Problem
You are migrating jobs from unsupported clusters running Databricks Runtime 6.6 and below with Apache Spark 2.4.5 and below to clusters running a current version of the Databricks Runtime.
If your jobs and/or notebooks process date conversions, they may fail with a SparkUpgradeException error message after running them on upgraded clusters.

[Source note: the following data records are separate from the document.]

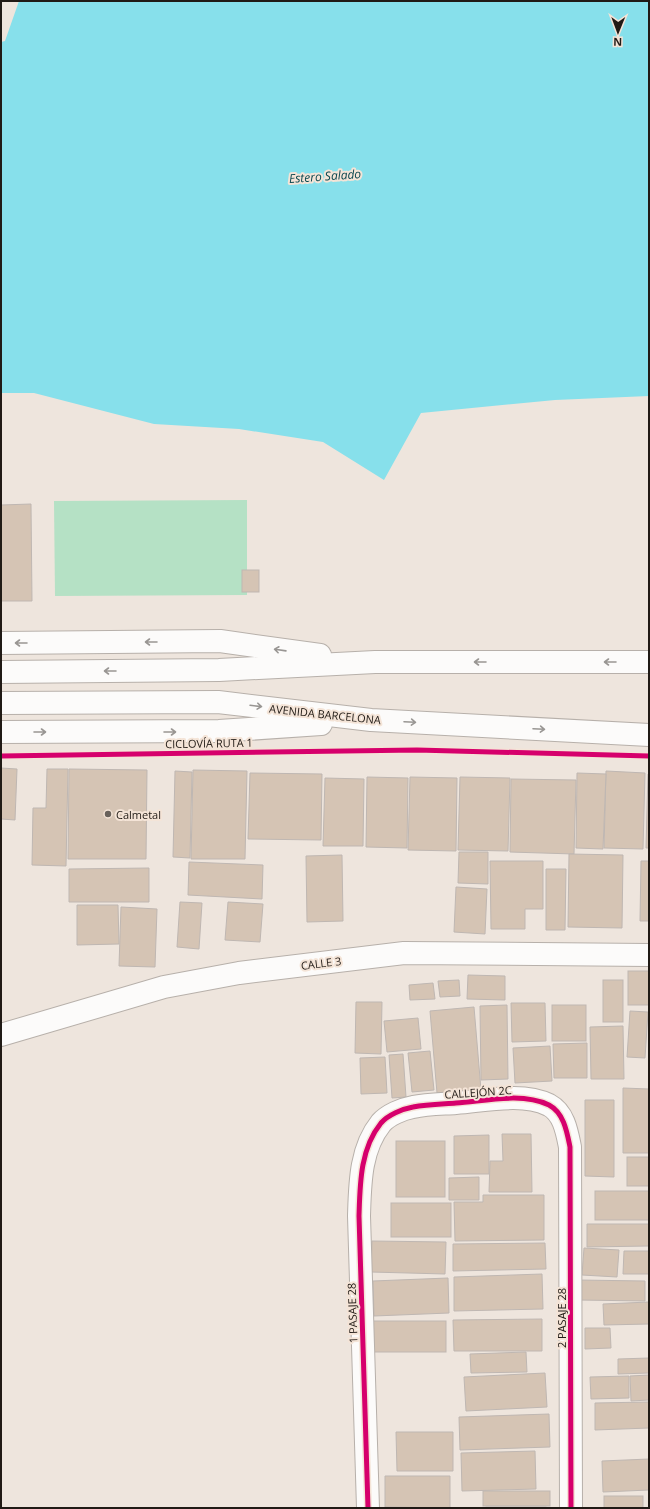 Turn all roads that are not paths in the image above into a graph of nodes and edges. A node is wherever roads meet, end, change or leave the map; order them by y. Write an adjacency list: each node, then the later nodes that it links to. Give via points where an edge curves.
1 (1, 643): 2 (main road, one-way to 1, via 220,641)
2 (375, 662): 3 (main road, one-way to 2); 4 (main road, one-way to 4, via 219,670)
3 (649, 662)
4 (1, 672)
5 (1, 703): 6 (main road, AVENIDA BARCELONA, one-way to 6, via 218,702)
6 (371, 720): 7 (main road, one-way to 6, via 219,731); 8 (main road, AVENIDA BARCELONA, one-way to 8)
7 (1, 732)
8 (649, 735)
9 (649, 955): 10 (main road, CALLE 3, via 404,953 239,973 164,987)
10 (1, 1035)
11 (382, 1122): 12 (main road, CALLEJÓN 2C, via 396,1113 413,1107 510,1099 532,1100 550,1106 559,1114); 13 (main road, 1 PASAJE 28, via 370,1140 360,1181)
12 (567, 1128): 14 (main road, 2 PASAJE 28, via 570,1147)
13 (368, 1508)
14 (571, 1508)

Error in SQL statement: SparkUpgradeException: You may get a different result due to the upgrading of Spark 3.0: Fail to recognize 'YYYY-MM-DD' pattern in the DateTimeFormatter. 1) You can set spark.sql.legacy.timeParserPolicy to LEGACY to restore the behavior before Spark 3.0. 2) You can form a valid datetime pattern with the guide from https://spark.apache.org/docs/latest/sql-ref-datetime-pattern.html
Cause
Prior to Spark 3.0, Spark used a combination of the Julian and Gregorian calendars. For dates before 1582, Spark used the Julian calendar. For dates after 1582, Spark used the Gregorian calendar.
In Spark 3.0 and above, Spark uses the Proleptic Gregorian calendar. This calendar is also used by other systems such as Apache Arrow, Pandas, and R.
The calendar usage is inherited from the legacy java.sql.Date API, which was superseded in Java 8 by java.time.LocalDate and uses the Proleptic Gregorian calendar.
Solution
You should update your DateTime references so they are compatible with Spark 3.0 and above.
For example, if you try to parse a date in the format YYYY-MM-DD, it returns an error in Spark 3.0 and above.
select TO_DATE('2017-01-01', 'YYYY-MM-DD') as date
Using the format yyyy-MM-dd works correctly in Spark 3.0 and above.
select TO_DATE('2017-01-01', 'yyyy-MM-dd') as date
The difference in capitalization may appear minor, but to Spark, D references the day-of-year, while d references the day-of-month when used in a DateTime function.
Review all of the defined Spark DateTime patterns for formatting and parsing for more details.